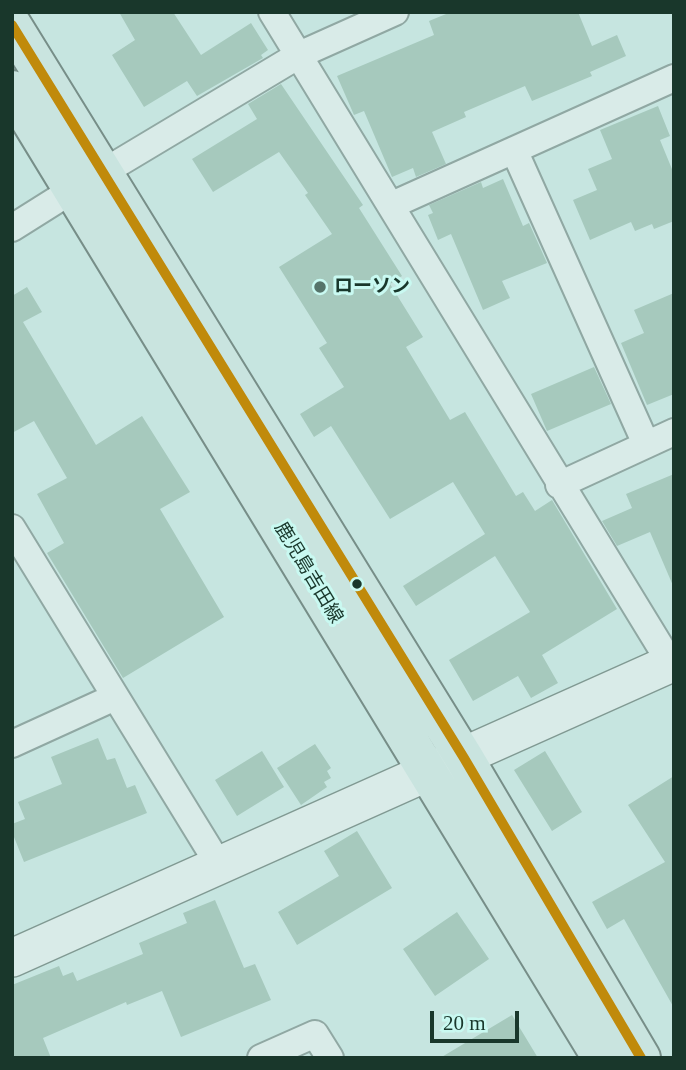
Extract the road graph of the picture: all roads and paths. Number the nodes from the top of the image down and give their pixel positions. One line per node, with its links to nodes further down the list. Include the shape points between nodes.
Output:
1 (272, 12): 4 (street)
2 (395, 12): 4 (street)
3 (12, 25): 8 (main road, 鹿児島吉田線)
4 (299, 55): 8 (street); 9 (street)
5 (673, 81): 7 (street)
6 (12, 90): 8 (main road, 鹿児島吉田線)
7 (514, 150): 9 (street); 12 (street)
8 (88, 181): 10 (street); 18 (main road, 鹿児島吉田線); 19 (main road, 鹿児島吉田線)
9 (392, 205): 13 (street)
10 (12, 228)
11 (674, 432): 12 (street)
12 (646, 444): 13 (street)
13 (559, 485): 15 (street)
14 (12, 528): 16 (street)
15 (672, 663): 18 (street)
16 (115, 697): 17 (street); 20 (street)
17 (12, 744)
18 (464, 758): 19 (street); 25 (main road, 鹿児島吉田線)
19 (429, 773): 20 (street); 24 (main road, 鹿児島吉田線)
20 (219, 865): 21 (street)
21 (12, 958)
22 (261, 1058): 23 (street, via 315,1034)
23 (330, 1058)
24 (602, 1058)
25 (641, 1058)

——————

◆ **Brief**
Please retype the whole of the data precisely, omitting pictures.

◆ **Exercise answer**
Extract the road graph of the picture: all roads and paths. Number the nodes from the top of the image down and give their pixel positions. One line per node, with its links to nodes further down the list. Include the shape points between nodes.
Output:
1 (272, 12): 4 (street)
2 (395, 12): 4 (street)
3 (12, 25): 8 (main road, 鹿児島吉田線)
4 (299, 55): 8 (street); 9 (street)
5 (673, 81): 7 (street)
6 (12, 90): 8 (main road, 鹿児島吉田線)
7 (514, 150): 9 (street); 12 (street)
8 (88, 181): 10 (street); 18 (main road, 鹿児島吉田線); 19 (main road, 鹿児島吉田線)
9 (392, 205): 13 (street)
10 (12, 228)
11 (674, 432): 12 (street)
12 (646, 444): 13 (street)
13 (559, 485): 15 (street)
14 (12, 528): 16 (street)
15 (672, 663): 18 (street)
16 (115, 697): 17 (street); 20 (street)
17 (12, 744)
18 (464, 758): 19 (street); 25 (main road, 鹿児島吉田線)
19 (429, 773): 20 (street); 24 (main road, 鹿児島吉田線)
20 (219, 865): 21 (street)
21 (12, 958)
22 (261, 1058): 23 (street, via 315,1034)
23 (330, 1058)
24 (602, 1058)
25 (641, 1058)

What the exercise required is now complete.